Sequence alignments of the eukaryotic soluble PPases with known structures were carried out by Clustal Omega [57]. Molecular interactions at the PPA1 homodimerization interface were depicted by using the program LIGPLOT [58]. Atomic coordinates and diffrac­tion data have been deposited in the Protein Data Bank with accession code 6C45.

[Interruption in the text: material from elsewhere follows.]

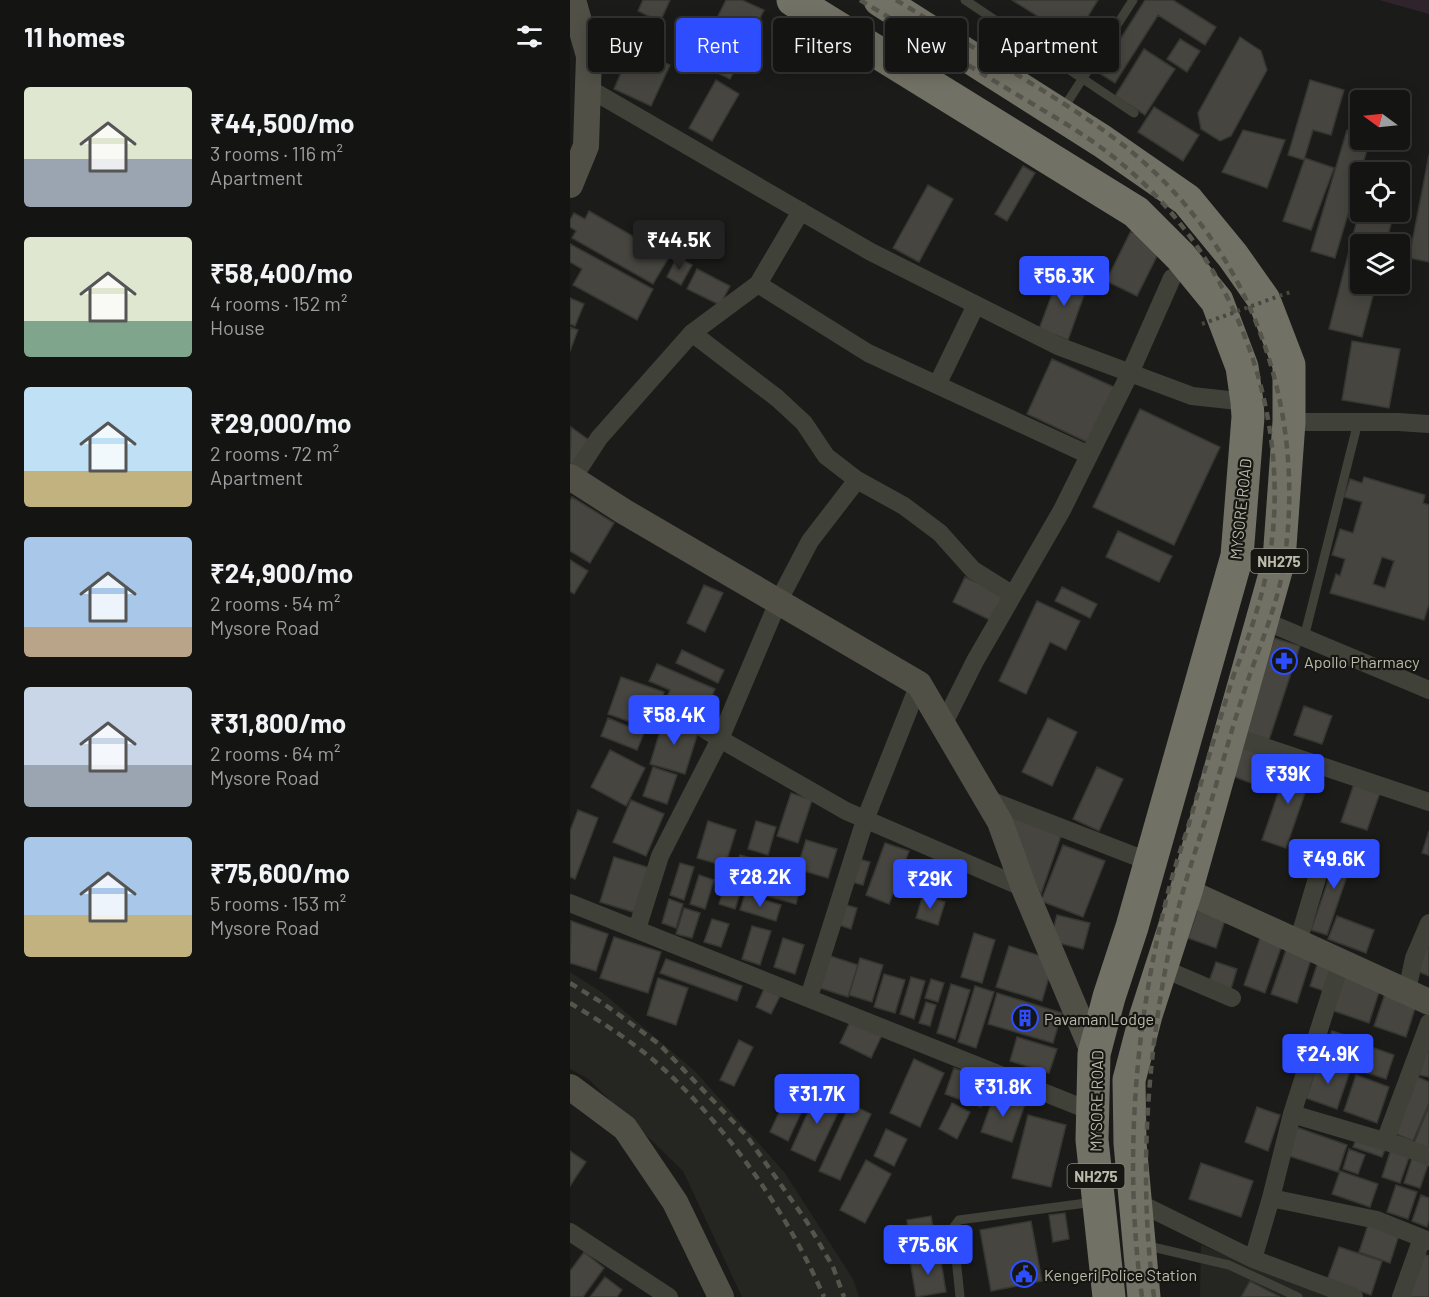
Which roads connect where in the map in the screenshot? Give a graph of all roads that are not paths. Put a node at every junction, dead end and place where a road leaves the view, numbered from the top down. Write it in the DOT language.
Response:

Structural modelling of PPA1 with various putative substrates

The determined crystal structure of human PPA1 does not contain substrate at the putative active site. To gain insights into the possible catalytic mechanism of human PPA1, modelling studies were carried out to place various putative substrates at the active site. At first, a pyrophosphate molecule was docked into the active site by using AutoDock Vina [59]. Chimera was used to prepare the PPA1 receptor structure for docking and to visualize the docking results. To explore whether the PPA1 active site is capable of accommodating peptide substrates containing phosphorylated tyrosine and/or phosphorylated threonine residues, a series of phosphotyrosine and/or phosphothreonine containing peptides were modelled into the PPA1 active site by using Chimera (including energy minimization of the bound peptide at the active site). The phosphotyrosine and/or phosphothreonine containing peptides were initially derived from the phosphorylated MAP kinase Erk2 (PDB code 2erk) [60]. Two Erk2-derived tetrapeptides were used: 184-EYpVA (superscript p indicates phosphotyrosine) and 181-FLTpE (superscript p indicates phosphothreonine), to model a Yp and a Tp at the active site respectively. To prepare peptides corresponding to the JNK1 sequence for modelling studies, the 181-FLTpEYpV sequence in the Erk2 structure were mutated to JNK1 sequence 181-MMTpPYpV by Chimera. A pentapeptide 182-MTpPYpV was used to model the Yp at the active site. A hexapeptide 181-MMTpPYpV was used to model the Tp at the active site.